**What the task requires:** From the first line to the last, transcribe the data exactly.

[Excerpts from a dataset]
+-------+
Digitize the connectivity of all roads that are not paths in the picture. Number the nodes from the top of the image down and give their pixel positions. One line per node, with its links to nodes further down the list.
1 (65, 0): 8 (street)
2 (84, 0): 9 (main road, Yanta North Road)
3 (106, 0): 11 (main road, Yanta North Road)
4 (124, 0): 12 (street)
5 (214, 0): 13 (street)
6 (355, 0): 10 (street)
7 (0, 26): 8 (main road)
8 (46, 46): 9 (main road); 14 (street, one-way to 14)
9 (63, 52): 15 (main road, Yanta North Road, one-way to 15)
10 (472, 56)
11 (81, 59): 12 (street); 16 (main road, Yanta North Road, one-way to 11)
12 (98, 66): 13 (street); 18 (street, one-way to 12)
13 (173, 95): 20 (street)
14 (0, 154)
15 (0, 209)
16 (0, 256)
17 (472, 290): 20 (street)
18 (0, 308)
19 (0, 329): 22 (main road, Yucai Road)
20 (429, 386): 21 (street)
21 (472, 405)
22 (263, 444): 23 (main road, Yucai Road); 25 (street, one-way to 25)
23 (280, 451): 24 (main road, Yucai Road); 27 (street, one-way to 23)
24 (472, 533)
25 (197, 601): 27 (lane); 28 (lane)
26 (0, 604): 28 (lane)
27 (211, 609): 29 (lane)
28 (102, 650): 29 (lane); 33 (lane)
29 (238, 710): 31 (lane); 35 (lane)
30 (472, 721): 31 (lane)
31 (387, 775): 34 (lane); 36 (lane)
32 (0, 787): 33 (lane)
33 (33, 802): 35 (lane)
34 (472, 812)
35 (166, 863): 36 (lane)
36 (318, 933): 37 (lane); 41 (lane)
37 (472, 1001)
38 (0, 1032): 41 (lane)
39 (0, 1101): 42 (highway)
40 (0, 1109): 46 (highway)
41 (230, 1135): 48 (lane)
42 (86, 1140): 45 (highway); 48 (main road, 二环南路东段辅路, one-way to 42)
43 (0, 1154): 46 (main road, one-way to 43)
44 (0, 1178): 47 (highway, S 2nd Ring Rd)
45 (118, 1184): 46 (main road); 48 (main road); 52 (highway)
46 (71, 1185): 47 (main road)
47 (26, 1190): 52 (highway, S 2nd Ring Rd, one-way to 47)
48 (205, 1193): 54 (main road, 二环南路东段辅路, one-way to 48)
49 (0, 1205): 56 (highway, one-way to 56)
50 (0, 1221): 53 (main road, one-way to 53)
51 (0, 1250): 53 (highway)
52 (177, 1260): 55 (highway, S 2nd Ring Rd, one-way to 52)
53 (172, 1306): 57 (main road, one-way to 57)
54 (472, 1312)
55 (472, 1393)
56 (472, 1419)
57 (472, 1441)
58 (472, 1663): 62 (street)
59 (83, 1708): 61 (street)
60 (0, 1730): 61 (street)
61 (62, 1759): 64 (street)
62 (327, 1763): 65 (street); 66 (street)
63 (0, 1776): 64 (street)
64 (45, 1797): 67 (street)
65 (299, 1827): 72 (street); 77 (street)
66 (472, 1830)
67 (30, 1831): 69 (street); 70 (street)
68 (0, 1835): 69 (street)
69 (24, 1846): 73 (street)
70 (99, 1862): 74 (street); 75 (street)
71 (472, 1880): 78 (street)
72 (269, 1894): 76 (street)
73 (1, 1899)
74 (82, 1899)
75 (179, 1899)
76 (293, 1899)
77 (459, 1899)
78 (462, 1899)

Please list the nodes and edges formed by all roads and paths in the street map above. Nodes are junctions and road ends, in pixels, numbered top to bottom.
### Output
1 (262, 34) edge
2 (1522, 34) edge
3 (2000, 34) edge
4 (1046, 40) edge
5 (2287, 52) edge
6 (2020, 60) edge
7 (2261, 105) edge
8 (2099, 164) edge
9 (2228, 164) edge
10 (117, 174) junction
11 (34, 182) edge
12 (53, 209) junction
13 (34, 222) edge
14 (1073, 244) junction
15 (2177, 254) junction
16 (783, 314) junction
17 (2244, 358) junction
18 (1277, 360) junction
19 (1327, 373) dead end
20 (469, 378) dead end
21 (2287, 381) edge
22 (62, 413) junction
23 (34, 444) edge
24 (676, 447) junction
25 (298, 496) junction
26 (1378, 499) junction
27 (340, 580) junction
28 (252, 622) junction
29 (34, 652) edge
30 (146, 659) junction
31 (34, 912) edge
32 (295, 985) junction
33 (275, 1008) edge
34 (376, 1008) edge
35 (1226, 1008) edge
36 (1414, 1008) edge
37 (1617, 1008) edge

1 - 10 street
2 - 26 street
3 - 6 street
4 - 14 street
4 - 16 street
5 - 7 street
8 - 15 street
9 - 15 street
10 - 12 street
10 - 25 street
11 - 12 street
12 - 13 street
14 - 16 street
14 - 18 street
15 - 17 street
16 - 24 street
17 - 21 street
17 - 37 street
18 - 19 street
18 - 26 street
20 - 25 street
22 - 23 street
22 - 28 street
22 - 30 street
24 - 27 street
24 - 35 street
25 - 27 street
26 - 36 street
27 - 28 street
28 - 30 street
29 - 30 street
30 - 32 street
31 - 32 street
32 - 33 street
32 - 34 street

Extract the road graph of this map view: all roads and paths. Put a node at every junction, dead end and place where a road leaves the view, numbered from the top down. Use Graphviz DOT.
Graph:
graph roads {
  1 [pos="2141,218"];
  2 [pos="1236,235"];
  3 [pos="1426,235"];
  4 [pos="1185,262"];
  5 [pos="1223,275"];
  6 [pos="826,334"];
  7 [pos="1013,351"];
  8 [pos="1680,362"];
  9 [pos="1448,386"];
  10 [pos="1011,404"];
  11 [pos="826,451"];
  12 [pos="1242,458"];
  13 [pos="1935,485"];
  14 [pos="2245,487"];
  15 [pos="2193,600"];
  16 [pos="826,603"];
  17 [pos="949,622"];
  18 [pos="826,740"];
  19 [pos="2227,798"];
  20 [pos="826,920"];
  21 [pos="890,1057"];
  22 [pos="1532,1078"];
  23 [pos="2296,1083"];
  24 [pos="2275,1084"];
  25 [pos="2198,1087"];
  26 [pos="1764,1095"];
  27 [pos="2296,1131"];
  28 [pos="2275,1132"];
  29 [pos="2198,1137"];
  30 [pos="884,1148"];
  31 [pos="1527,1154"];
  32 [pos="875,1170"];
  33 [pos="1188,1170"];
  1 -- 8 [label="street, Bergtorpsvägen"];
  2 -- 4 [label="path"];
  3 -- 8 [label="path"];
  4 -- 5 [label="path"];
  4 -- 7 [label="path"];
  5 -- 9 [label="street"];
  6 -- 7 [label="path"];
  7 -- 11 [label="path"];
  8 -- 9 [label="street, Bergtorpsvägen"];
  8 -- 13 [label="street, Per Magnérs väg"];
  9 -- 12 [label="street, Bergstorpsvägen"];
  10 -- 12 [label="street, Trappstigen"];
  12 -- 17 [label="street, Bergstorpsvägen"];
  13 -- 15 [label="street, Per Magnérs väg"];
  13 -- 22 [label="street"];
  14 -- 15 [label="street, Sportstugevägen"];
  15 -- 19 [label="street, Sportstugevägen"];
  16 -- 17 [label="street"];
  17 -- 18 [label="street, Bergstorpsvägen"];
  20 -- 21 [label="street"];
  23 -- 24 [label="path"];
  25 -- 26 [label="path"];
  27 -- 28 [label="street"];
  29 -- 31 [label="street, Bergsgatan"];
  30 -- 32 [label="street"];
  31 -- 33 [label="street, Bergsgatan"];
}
+-------+
**Result of the task:**
Digitize the connectivity of all roads that are not paths in the picture. Number the nodes from the top of the image down and give their pixel positions. One line per node, with its links to nodes further down the list.
1 (65, 0): 8 (street)
2 (84, 0): 9 (main road, Yanta North Road)
3 (106, 0): 11 (main road, Yanta North Road)
4 (124, 0): 12 (street)
5 (214, 0): 13 (street)
6 (355, 0): 10 (street)
7 (0, 26): 8 (main road)
8 (46, 46): 9 (main road); 14 (street, one-way to 14)
9 (63, 52): 15 (main road, Yanta North Road, one-way to 15)
10 (472, 56)
11 (81, 59): 12 (street); 16 (main road, Yanta North Road, one-way to 11)
12 (98, 66): 13 (street); 18 (street, one-way to 12)
13 (173, 95): 20 (street)
14 (0, 154)
15 (0, 209)
16 (0, 256)
17 (472, 290): 20 (street)
18 (0, 308)
19 (0, 329): 22 (main road, Yucai Road)
20 (429, 386): 21 (street)
21 (472, 405)
22 (263, 444): 23 (main road, Yucai Road); 25 (street, one-way to 25)
23 (280, 451): 24 (main road, Yucai Road); 27 (street, one-way to 23)
24 (472, 533)
25 (197, 601): 27 (lane); 28 (lane)
26 (0, 604): 28 (lane)
27 (211, 609): 29 (lane)
28 (102, 650): 29 (lane); 33 (lane)
29 (238, 710): 31 (lane); 35 (lane)
30 (472, 721): 31 (lane)
31 (387, 775): 34 (lane); 36 (lane)
32 (0, 787): 33 (lane)
33 (33, 802): 35 (lane)
34 (472, 812)
35 (166, 863): 36 (lane)
36 (318, 933): 37 (lane); 41 (lane)
37 (472, 1001)
38 (0, 1032): 41 (lane)
39 (0, 1101): 42 (highway)
40 (0, 1109): 46 (highway)
41 (230, 1135): 48 (lane)
42 (86, 1140): 45 (highway); 48 (main road, 二环南路东段辅路, one-way to 42)
43 (0, 1154): 46 (main road, one-way to 43)
44 (0, 1178): 47 (highway, S 2nd Ring Rd)
45 (118, 1184): 46 (main road); 48 (main road); 52 (highway)
46 (71, 1185): 47 (main road)
47 (26, 1190): 52 (highway, S 2nd Ring Rd, one-way to 47)
48 (205, 1193): 54 (main road, 二环南路东段辅路, one-way to 48)
49 (0, 1205): 56 (highway, one-way to 56)
50 (0, 1221): 53 (main road, one-way to 53)
51 (0, 1250): 53 (highway)
52 (177, 1260): 55 (highway, S 2nd Ring Rd, one-way to 52)
53 (172, 1306): 57 (main road, one-way to 57)
54 (472, 1312)
55 (472, 1393)
56 (472, 1419)
57 (472, 1441)
58 (472, 1663): 62 (street)
59 (83, 1708): 61 (street)
60 (0, 1730): 61 (street)
61 (62, 1759): 64 (street)
62 (327, 1763): 65 (street); 66 (street)
63 (0, 1776): 64 (street)
64 (45, 1797): 67 (street)
65 (299, 1827): 72 (street); 77 (street)
66 (472, 1830)
67 (30, 1831): 69 (street); 70 (street)
68 (0, 1835): 69 (street)
69 (24, 1846): 73 (street)
70 (99, 1862): 74 (street); 75 (street)
71 (472, 1880): 78 (street)
72 (269, 1894): 76 (street)
73 (1, 1899)
74 (82, 1899)
75 (179, 1899)
76 (293, 1899)
77 (459, 1899)
78 (462, 1899)

Please list the nodes and edges formed by all roads and paths in the street map above. Nodes are junctions and road ends, in pixels, numbered top to bottom.
### Output
1 (262, 34) edge
2 (1522, 34) edge
3 (2000, 34) edge
4 (1046, 40) edge
5 (2287, 52) edge
6 (2020, 60) edge
7 (2261, 105) edge
8 (2099, 164) edge
9 (2228, 164) edge
10 (117, 174) junction
11 (34, 182) edge
12 (53, 209) junction
13 (34, 222) edge
14 (1073, 244) junction
15 (2177, 254) junction
16 (783, 314) junction
17 (2244, 358) junction
18 (1277, 360) junction
19 (1327, 373) dead end
20 (469, 378) dead end
21 (2287, 381) edge
22 (62, 413) junction
23 (34, 444) edge
24 (676, 447) junction
25 (298, 496) junction
26 (1378, 499) junction
27 (340, 580) junction
28 (252, 622) junction
29 (34, 652) edge
30 (146, 659) junction
31 (34, 912) edge
32 (295, 985) junction
33 (275, 1008) edge
34 (376, 1008) edge
35 (1226, 1008) edge
36 (1414, 1008) edge
37 (1617, 1008) edge

1 - 10 street
2 - 26 street
3 - 6 street
4 - 14 street
4 - 16 street
5 - 7 street
8 - 15 street
9 - 15 street
10 - 12 street
10 - 25 street
11 - 12 street
12 - 13 street
14 - 16 street
14 - 18 street
15 - 17 street
16 - 24 street
17 - 21 street
17 - 37 street
18 - 19 street
18 - 26 street
20 - 25 street
22 - 23 street
22 - 28 street
22 - 30 street
24 - 27 street
24 - 35 street
25 - 27 street
26 - 36 street
27 - 28 street
28 - 30 street
29 - 30 street
30 - 32 street
31 - 32 street
32 - 33 street
32 - 34 street

Extract the road graph of this map view: all roads and paths. Put a node at every junction, dead end and place where a road leaves the view, numbered from the top down. Use Graphviz DOT.
Graph:
graph roads {
  1 [pos="2141,218"];
  2 [pos="1236,235"];
  3 [pos="1426,235"];
  4 [pos="1185,262"];
  5 [pos="1223,275"];
  6 [pos="826,334"];
  7 [pos="1013,351"];
  8 [pos="1680,362"];
  9 [pos="1448,386"];
  10 [pos="1011,404"];
  11 [pos="826,451"];
  12 [pos="1242,458"];
  13 [pos="1935,485"];
  14 [pos="2245,487"];
  15 [pos="2193,600"];
  16 [pos="826,603"];
  17 [pos="949,622"];
  18 [pos="826,740"];
  19 [pos="2227,798"];
  20 [pos="826,920"];
  21 [pos="890,1057"];
  22 [pos="1532,1078"];
  23 [pos="2296,1083"];
  24 [pos="2275,1084"];
  25 [pos="2198,1087"];
  26 [pos="1764,1095"];
  27 [pos="2296,1131"];
  28 [pos="2275,1132"];
  29 [pos="2198,1137"];
  30 [pos="884,1148"];
  31 [pos="1527,1154"];
  32 [pos="875,1170"];
  33 [pos="1188,1170"];
  1 -- 8 [label="street, Bergtorpsvägen"];
  2 -- 4 [label="path"];
  3 -- 8 [label="path"];
  4 -- 5 [label="path"];
  4 -- 7 [label="path"];
  5 -- 9 [label="street"];
  6 -- 7 [label="path"];
  7 -- 11 [label="path"];
  8 -- 9 [label="street, Bergtorpsvägen"];
  8 -- 13 [label="street, Per Magnérs väg"];
  9 -- 12 [label="street, Bergstorpsvägen"];
  10 -- 12 [label="street, Trappstigen"];
  12 -- 17 [label="street, Bergstorpsvägen"];
  13 -- 15 [label="street, Per Magnérs väg"];
  13 -- 22 [label="street"];
  14 -- 15 [label="street, Sportstugevägen"];
  15 -- 19 [label="street, Sportstugevägen"];
  16 -- 17 [label="street"];
  17 -- 18 [label="street, Bergstorpsvägen"];
  20 -- 21 [label="street"];
  23 -- 24 [label="path"];
  25 -- 26 [label="path"];
  27 -- 28 [label="street"];
  29 -- 31 [label="street, Bergsgatan"];
  30 -- 32 [label="street"];
  31 -- 33 [label="street, Bergsgatan"];
}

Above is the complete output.